I am a co-founder and the managing partner of Consumer Growth Partners. We are a private equity investment and advisory firm with an exclusive focus on companies in the retail and non-perishable branded consumer products sectors. On the investment side, we target growth companies in the lower middle market with at least $3mm of EBITDA. On the advisory side, we work with companies that are contemplating an equity transaction over the next 1-3 years but understand and appreciate that during that period, they have many opportunities to improve their profitability, scalability, and competitive positioning that will result in them achieving a higher valuation for their business.

I have been an ACG member for over ten years and served on the board for two terms from 2011-2017.

2. What do you think are the biggest obstacles in the middle market today?
Today, one of the biggest obstacle in the middle market is the high valuations demanded by companies seeking equity capital. We know that valuations fluctuate over time depending on lots of factors, but valuations at current levels make it difficult for PE investors to earn reasonable returns on their portfolios. Since there is so much dry powder to be put to work and the usual paucity of really good deals, this situation is likely to persist for some time. As an independent sponsor, we don’t feel the pressure of a committed PE fund to put money to work, as each of our investments can have its own time horizon unrelated to the remaining time of a private equity fund.

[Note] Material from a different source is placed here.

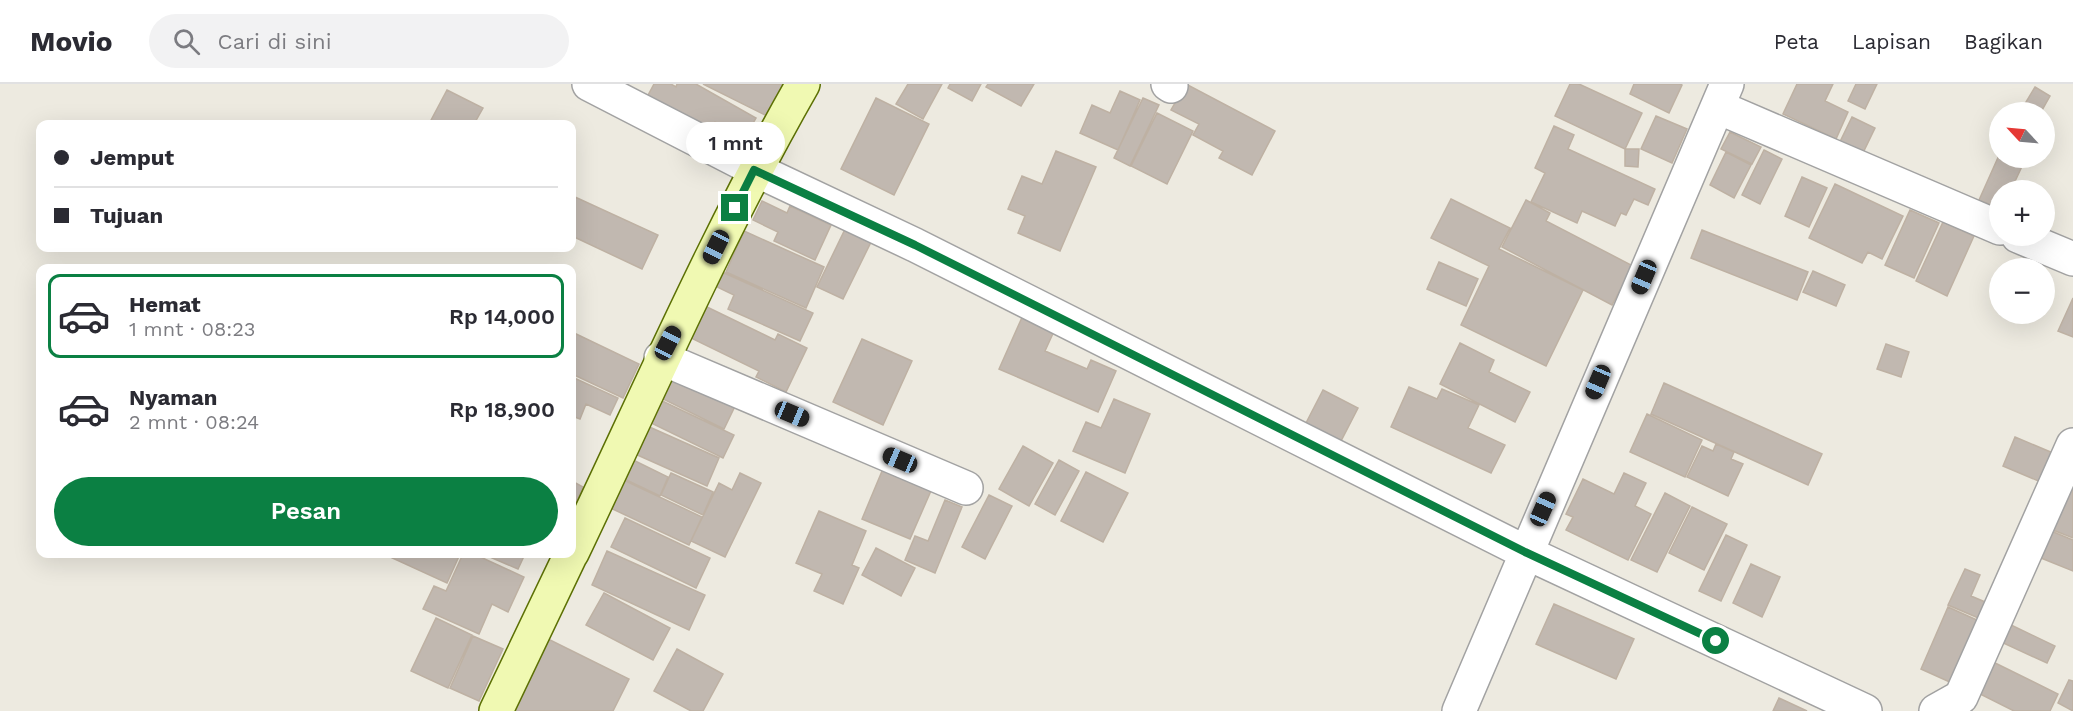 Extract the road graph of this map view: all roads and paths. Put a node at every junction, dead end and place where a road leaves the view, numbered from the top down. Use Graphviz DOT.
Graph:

3. How has ACG helped you in your career?
ACG has given me the opportunity to expand my professional network in countless ways. With our business model, we are constantly seeking good investment opportunities from investment bankers and M&A advisors, good service providers and good C-Level talent. There is an abundance of all these professionals within the ACG family.

In addition, I have expanded my knowledge base for many subjects that directly affect my business as well as those subjects which just make me smarter about the world around me. I’ve also had the opportunity to chair or co-chair ACG’s Annual Retail & Consumer Conference on several occasions through which I have gotten to know and work with many industry luminaries and experts.

4. Can you tell us about your greatest success story/proudest achievement?
I would say my proudest achievement is surviving (indeed prospering) as an independent sponsor for over a decade, which included the Great Recession as well as the Great Recovery. The market is now overrun with independent sponsors, with numbers now well over a thousand. When we started in 2005, there were maybe 100 independent sponsors. We have been fortunate to be known and recognized as one of the independent sponsors with a targeted sector focus and a reputation for solid collaboration with both our funded sponsors and portfolio companies.

5. What changes do you foresee happening in the middle market in the next 3-5 years?
While I don’t profess to be a very good crystal-ball gazer, I do believe the middle market will continue to see an influx of more investors as well as investment opportunities. With most of the innovation and innovators coming out of start-ups and younger companies that need capital to grow, there will be an increasing amount of attention paid to funding these young founders and entrepreneurs. We are already seeing larger PE firms moving down into the middle market and VC firms moving up into later stage start-ups.